------ Data for review
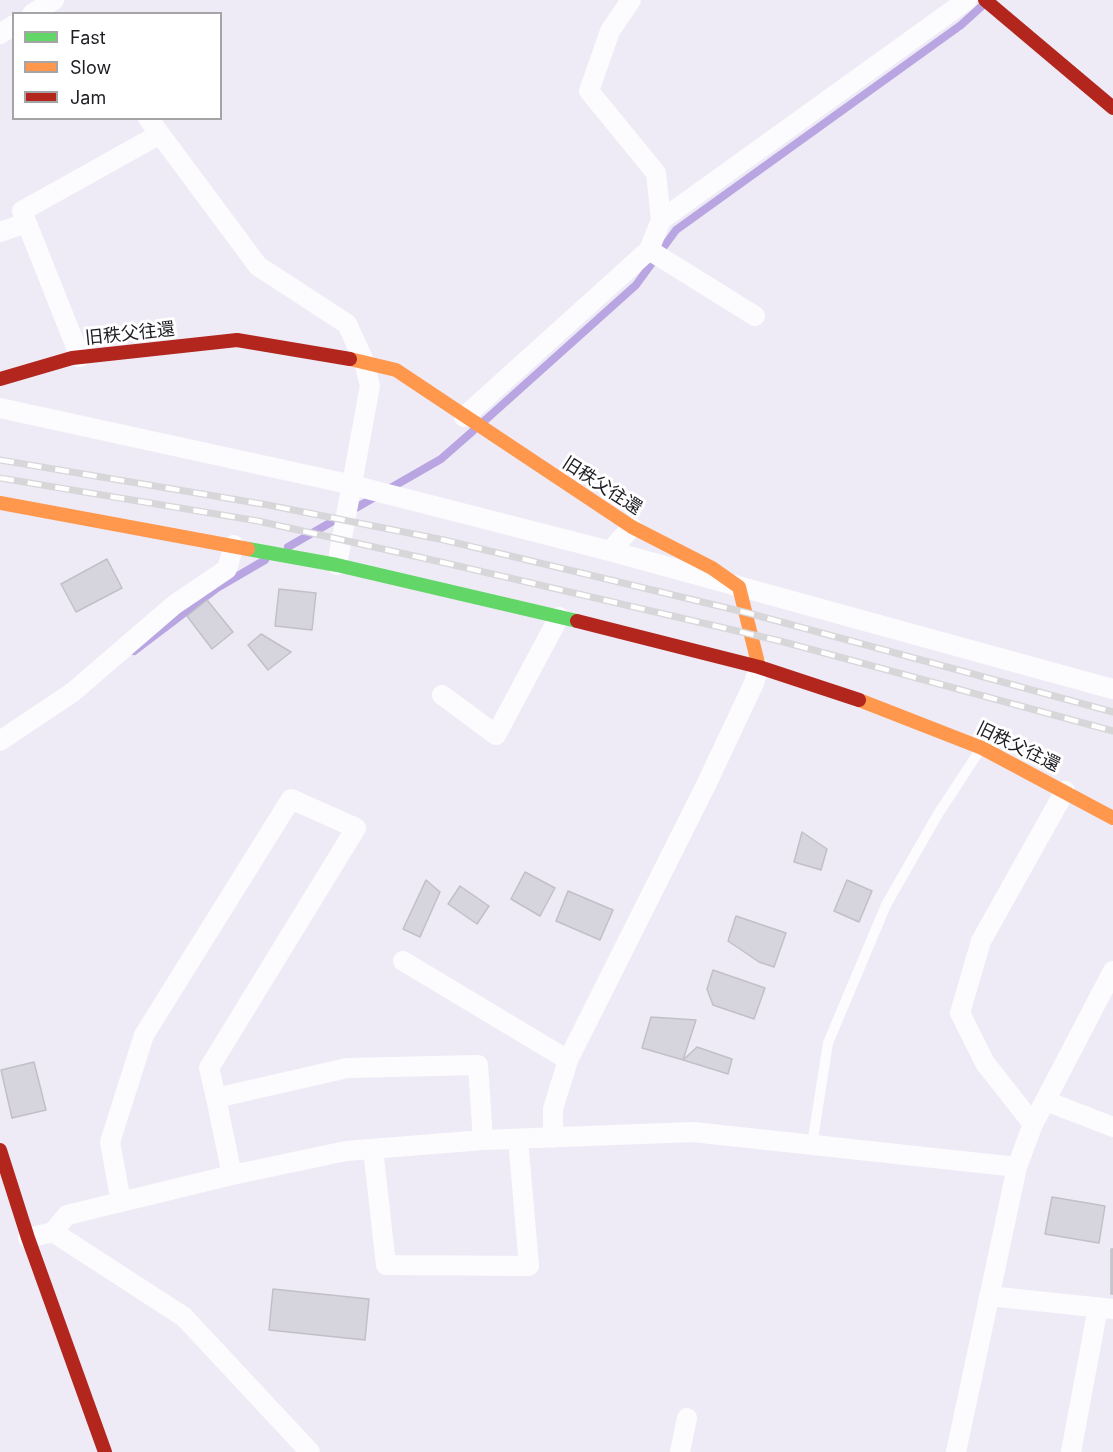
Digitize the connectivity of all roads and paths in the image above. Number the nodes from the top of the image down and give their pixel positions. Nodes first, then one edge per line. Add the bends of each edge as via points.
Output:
1 (55, 0) edge
2 (631, 0) edge
3 (967, 0) edge
4 (985, 0) edge
5 (35, 12) edge
6 (64, 12) edge
7 (1113, 108) edge
8 (150, 120) edge
9 (160, 134) junction
10 (661, 220) junction
11 (26, 223) junction
12 (0, 232) edge
13 (649, 250) junction
14 (755, 316) dead end
15 (80, 357) junction
16 (364, 361) junction
17 (0, 379) edge
18 (0, 408) edge
19 (464, 417) junction
20 (352, 485) junction
21 (0, 504) edge
22 (632, 527) junction
23 (234, 545) junction
24 (610, 551) junction
25 (337, 565) junction
26 (739, 587) junction
27 (560, 617) junction
28 (759, 668) junction
29 (1113, 689) edge
30 (442, 695) dead end
31 (0, 741) edge
32 (982, 748) junction
33 (1065, 791) junction
34 (1113, 818) edge
35 (403, 961) dead end
36 (1113, 971) edge
37 (568, 1060) junction
38 (216, 1098) junction
39 (1046, 1101) junction
40 (1034, 1124) junction
41 (1113, 1127) edge
42 (553, 1138) junction
43 (518, 1139) junction
44 (483, 1140) junction
45 (812, 1145) junction
46 (373, 1149) junction
47 (0, 1150) edge
48 (1017, 1167) junction
49 (232, 1175) junction
50 (122, 1202) junction
51 (53, 1232) junction
52 (28, 1238) junction
53 (989, 1296) junction
54 (1105, 1308) edge
55 (687, 1418) dead end
56 (105, 1452) edge
57 (310, 1452) edge
58 (680, 1452) edge
59 (956, 1452) edge
60 (1071, 1452) edge

1 - 5 street
1 - 6 street
2 - 10 street via 610,31 589,91 656,173
3 - 10 street
4 - 7 street
8 - 9 street
9 - 11 street via 22,211
9 - 16 street via 258,266 347,324
10 - 13 street
11 - 12 street
11 - 15 street
13 - 14 street
13 - 19 street
15 - 16 street, 旧秩父往還 via 237,340
15 - 17 street, 旧秩父往還
16 - 19 street, 旧秩父往還 via 396,370
16 - 20 street via 370,386
18 - 20 street
19 - 22 street, 旧秩父往還
20 - 24 street
20 - 25 street
21 - 23 street, 旧秩父往還
22 - 24 street
22 - 26 street, 旧秩父往還 via 712,567
23 - 25 street, 旧秩父往還
23 - 31 street via 227,569 174,605 73,692
24 - 26 street
25 - 27 street, 旧秩父往還
26 - 28 street
26 - 29 street
27 - 28 street, 旧秩父往還
27 - 30 street via 496,735
28 - 32 street, 旧秩父往還 via 876,705
28 - 37 street via 706,785
32 - 33 street, 旧秩父往還
32 - 45 lane via 938,814 886,905 828,1043
33 - 34 street, 旧秩父往還
33 - 40 street via 981,941 960,1013 985,1063
35 - 37 street
36 - 39 street
37 - 42 street via 553,1109
38 - 44 street via 347,1068 478,1065
38 - 49 street
38 - 50 street via 209,1068 356,828 291,799 144,1035 110,1142
39 - 40 street
39 - 41 street
40 - 48 street
42 - 43 street
42 - 45 street via 693,1132
43 - 44 street
43 - 46 street via 529,1266 386,1265
44 - 46 street
45 - 48 street
46 - 49 street
47 - 52 street
48 - 53 street
49 - 50 street
50 - 51 street via 67,1215
51 - 52 street
51 - 57 street via 184,1317
52 - 56 street
53 - 54 street
53 - 59 street
54 - 60 street
55 - 58 street

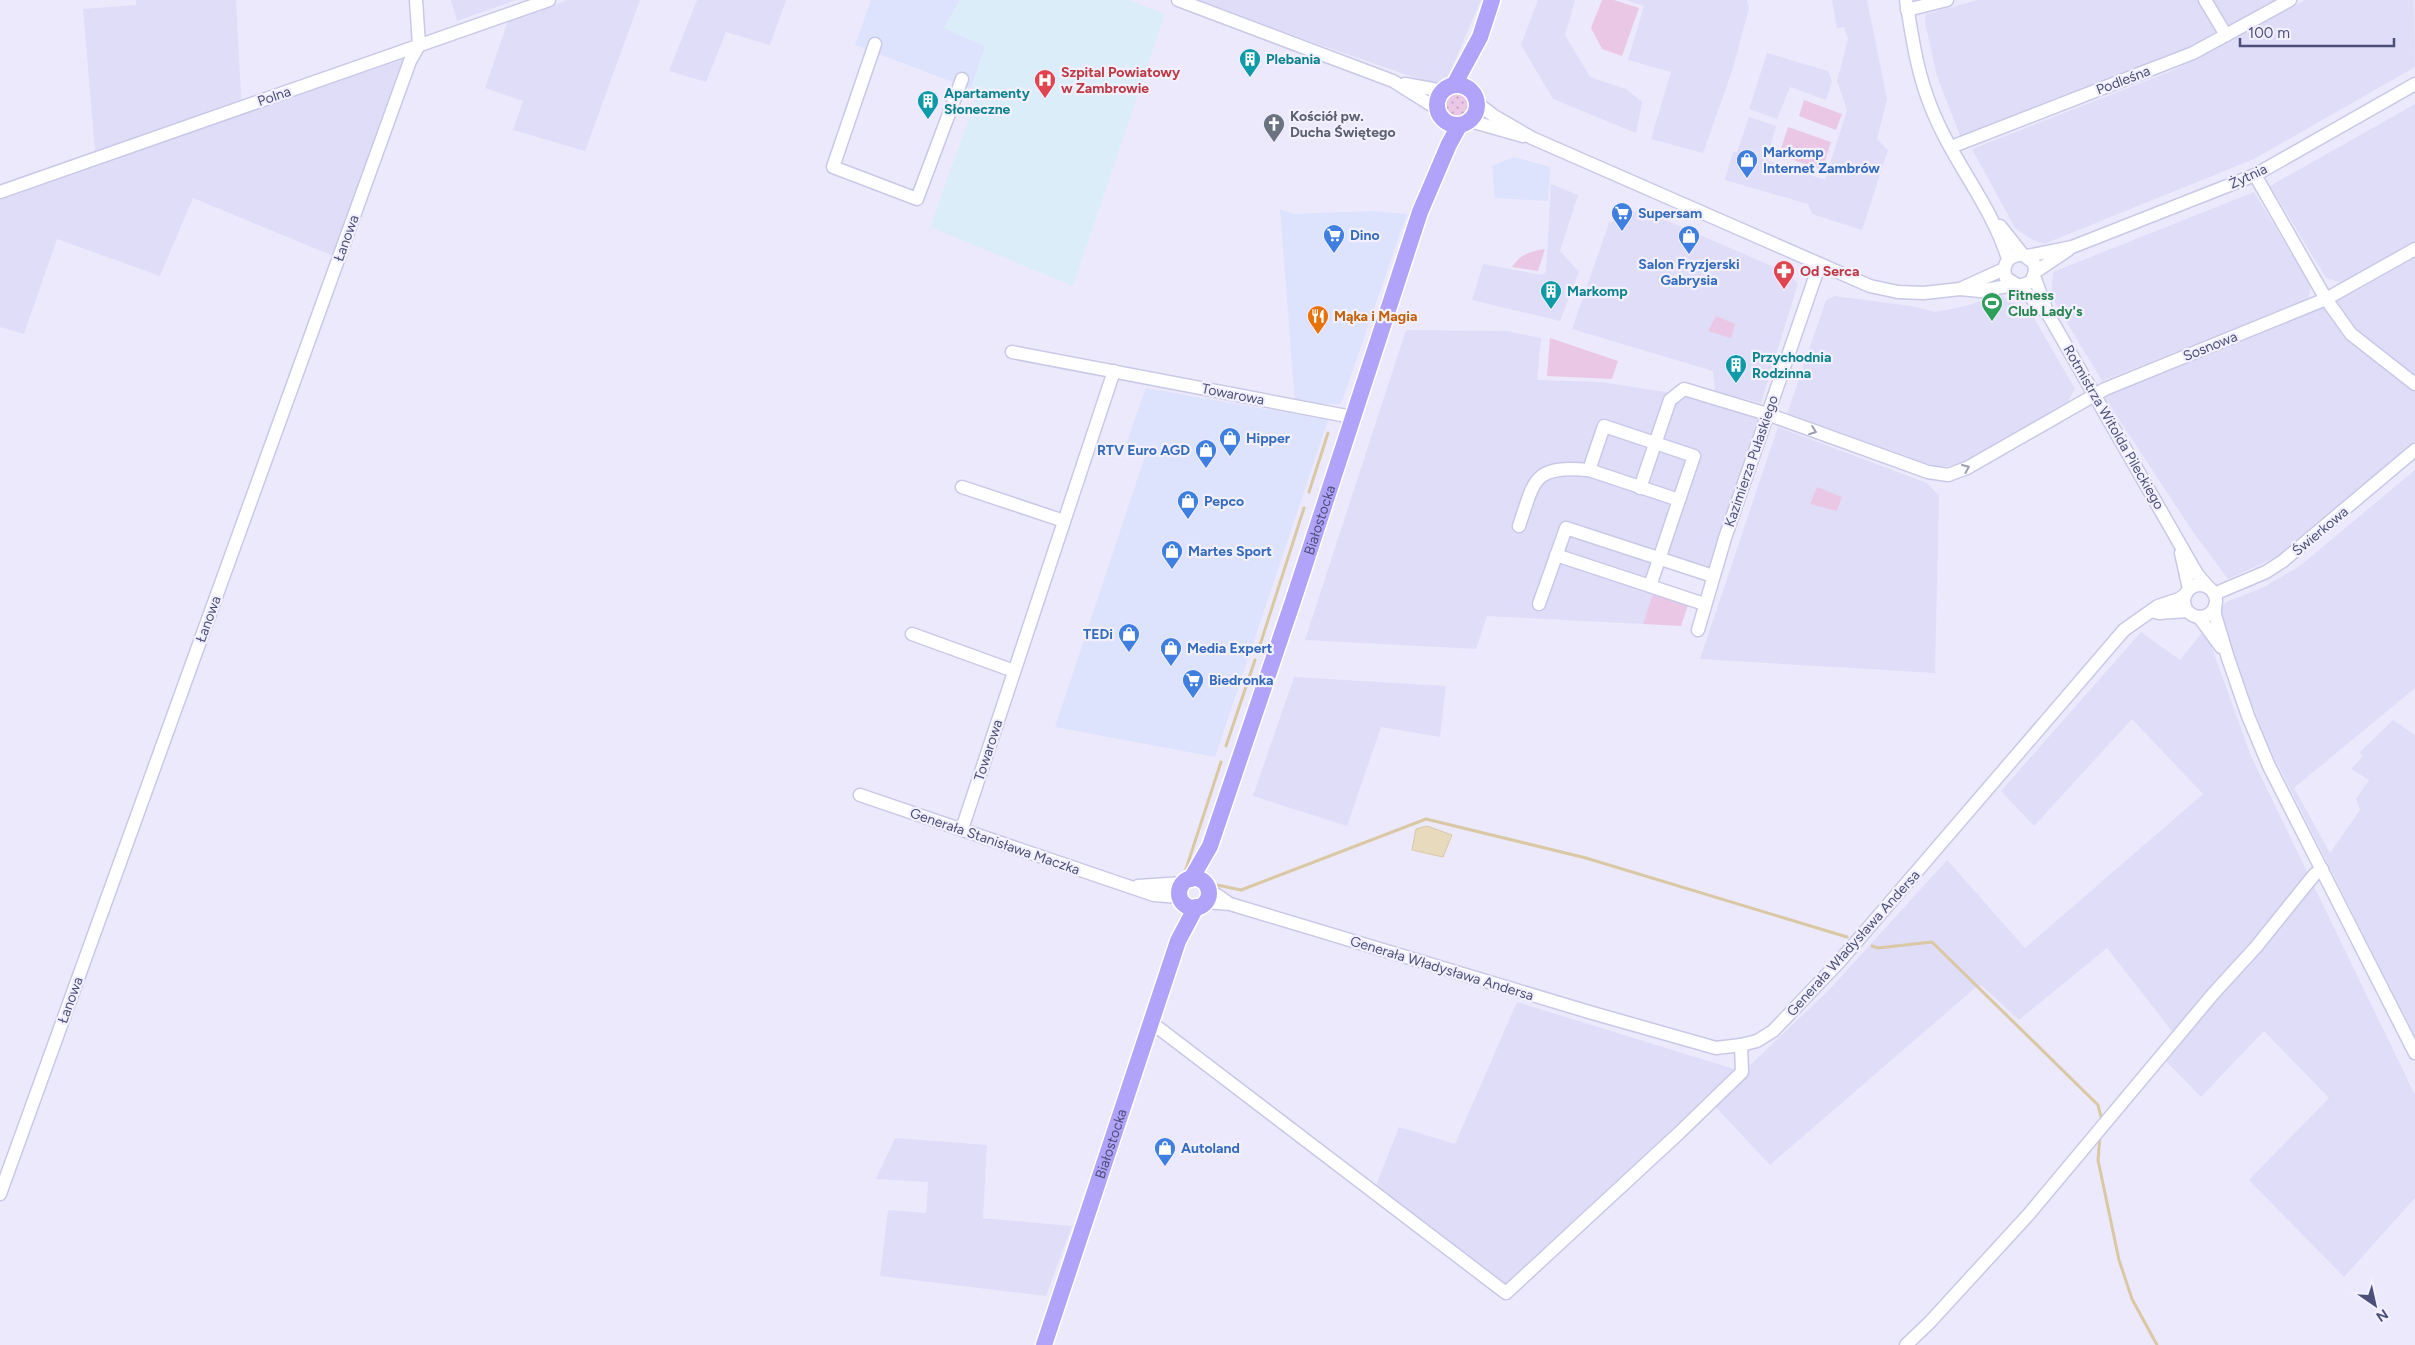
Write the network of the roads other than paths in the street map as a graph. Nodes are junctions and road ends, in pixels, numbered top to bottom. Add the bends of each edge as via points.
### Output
1 (416, 0) edge
2 (549, 0) edge
3 (1178, 0) edge
4 (1492, 0) edge
5 (1947, 0) edge
6 (2205, 0) edge
7 (2290, 0) edge
8 (1907, 5) edge
9 (2226, 35) junction
10 (1480, 37) junction
11 (875, 44) dead end
12 (419, 45) junction
13 (962, 79) dead end
14 (1393, 82) junction
15 (2415, 84) edge
16 (1449, 88) junction
17 (1474, 97) junction
18 (1439, 113) junction
19 (1464, 123) junction
20 (1532, 138) junction
21 (1952, 147) junction
22 (2255, 175) junction
23 (0, 192) edge
24 (1427, 193) junction
25 (1992, 216) junction
26 (2072, 247) junction
27 (2415, 249) edge
28 (2025, 256) junction
29 (2006, 264) junction
30 (1819, 266) junction
31 (2035, 274) junction
32 (2016, 285) junction
33 (1960, 289) junction
34 (2326, 299) junction
35 (2048, 314) junction
36 (1012, 352) dead end
37 (1114, 371) junction
38 (2415, 384) edge
39 (2095, 394) junction
40 (1767, 414) junction
41 (1352, 417) junction
42 (1655, 444) junction
43 (2415, 450) edge
44 (1588, 470) junction
45 (962, 487) dead end
46 (1640, 488) junction
47 (1679, 500) junction
48 (1064, 521) junction
49 (1519, 526) dead end
50 (2180, 540) junction
51 (1556, 555) junction
52 (1660, 559) junction
53 (1713, 576) junction
54 (1650, 586) junction
55 (2187, 591) junction
56 (2212, 596) junction
57 (1539, 604) dead end
58 (1704, 604) junction
59 (2151, 611) junction
60 (2193, 614) junction
61 (1698, 630) dead end
62 (912, 634) dead end
63 (2228, 658) junction
64 (1014, 671) junction
65 (860, 795) dead end
66 (962, 829) junction
67 (2322, 869) junction
68 (1194, 893) junction
69 (1152, 1023) junction
70 (1741, 1045) junction
71 (2415, 1053) edge
72 (0, 1194) edge
73 (1044, 1345) edge
74 (1906, 1345) edge

1 - 12 street
2 - 12 street, Polna
3 - 14 street
4 - 10 main road
5 - 8 street
6 - 9 street
7 - 9 street, Podleśna
8 - 21 street via 1918,66 1931,108
9 - 21 street, Podleśna via 2193,53
10 - 16 main road
10 - 17 main road
11 - 13 street via 833,167 917,199
12 - 23 street, Polna
12 - 72 street, Łanowa via 403,80
14 - 16 street
14 - 18 street
15 - 22 street, Żytnia
16 - 17 main road via 1461,85
16 - 18 main road via 1437,101
17 - 19 main road via 1474,116
17 - 20 street via 1494,116
18 - 19 main road via 1452,125
18 - 24 main road, Białostocka via 1440,132
19 - 20 street
19 - 24 main road, Białostocka
20 - 30 street
21 - 25 street
22 - 26 street, Żytnia
22 - 34 street
24 - 41 main road, Białostocka
25 - 28 street
25 - 29 street
26 - 28 street, Żytnia
26 - 31 street, Żytnia
27 - 34 street, Sosnowa
28 - 29 street via 2013,256
28 - 31 street via 2034,263
29 - 32 street via 2006,278
29 - 33 street
30 - 33 street via 1870,286 1898,292
30 - 40 street, Kazimierza Pułaskiego
31 - 32 street via 2030,282
31 - 35 street, Rotmistrza Witolda Pileckiego
32 - 33 street via 1980,291
32 - 35 street, Rotmistrza Witolda Pileckiego
34 - 38 street via 2351,334
34 - 39 street, Sosnowa
35 - 39 street, Rotmistrza Witolda Pileckiego
36 - 37 street, Towarowa
37 - 41 street, Towarowa
37 - 48 street, Towarowa
40 -> 39 street, Sosnowa via 1928,472 1948,475 1967,468
39 - 50 street, Rotmistrza Witolda Pileckiego
40 - 42 street, Sosnowa via 1684,389 1670,400
40 - 53 street, Kazimierza Pułaskiego
41 - 68 main road, Białostocka
42 - 44 street via 1604,426
42 - 46 street
42 - 47 street via 1694,456
43 - 56 street, Świerkowa via 2283,561
44 - 46 street
44 - 49 street via 1563,468 1541,474 1531,489
45 - 48 street
46 - 47 street
47 - 52 street
48 - 64 street, Towarowa
50 - 55 street, Rotmistrza Witolda Pileckiego
50 - 56 street, Rotmistrza Witolda Pileckiego
51 - 52 street via 1566,528
51 - 54 street
51 - 57 street
52 - 53 street
52 - 54 street
53 - 58 street, Kazimierza Pułaskiego
54 - 58 street
55 - 56 street via 2198,585
55 - 59 street, Generała Władysława Andersa via 2179,599
55 - 60 street via 2184,604
56 - 60 street via 2208,614
56 - 63 street, Rotmistrza Witolda Pileckiego
58 - 61 street, Kazimierza Pułaskiego
59 - 60 street
59 - 70 street, Generała Władysława Andersa via 2124,630 1795,1010 1773,1031 1757,1041
60 - 63 street, Rotmistrza Witolda Pileckiego
62 - 64 street
63 - 67 street, Rotmistrza Witolda Pileckiego via 2270,766
64 - 66 street, Towarowa
65 - 66 street, Generała Stanisława Maczka
66 - 68 street, Generała Stanisława Maczka via 1154,895
67 - 71 street, Rotmistrza Witolda Pileckiego
67 - 74 street via 2029,1214
68 - 69 main road, Białostocka
68 - 70 street, Generała Władysława Andersa via 1716,1048
69 - 70 street via 1506,1293 1742,1072
69 - 73 main road, Białostocka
------------
* Exercise details *
If a line in the entries holds the string "Władysława", copy it.

* Solution below *
55 - 59 street, Generała Władysława Andersa via 2179,599
59 - 70 street, Generała Władysława Andersa via 2124,630 1795,1010 1773,1031 1757,1041
68 - 70 street, Generała Władysława Andersa via 1716,1048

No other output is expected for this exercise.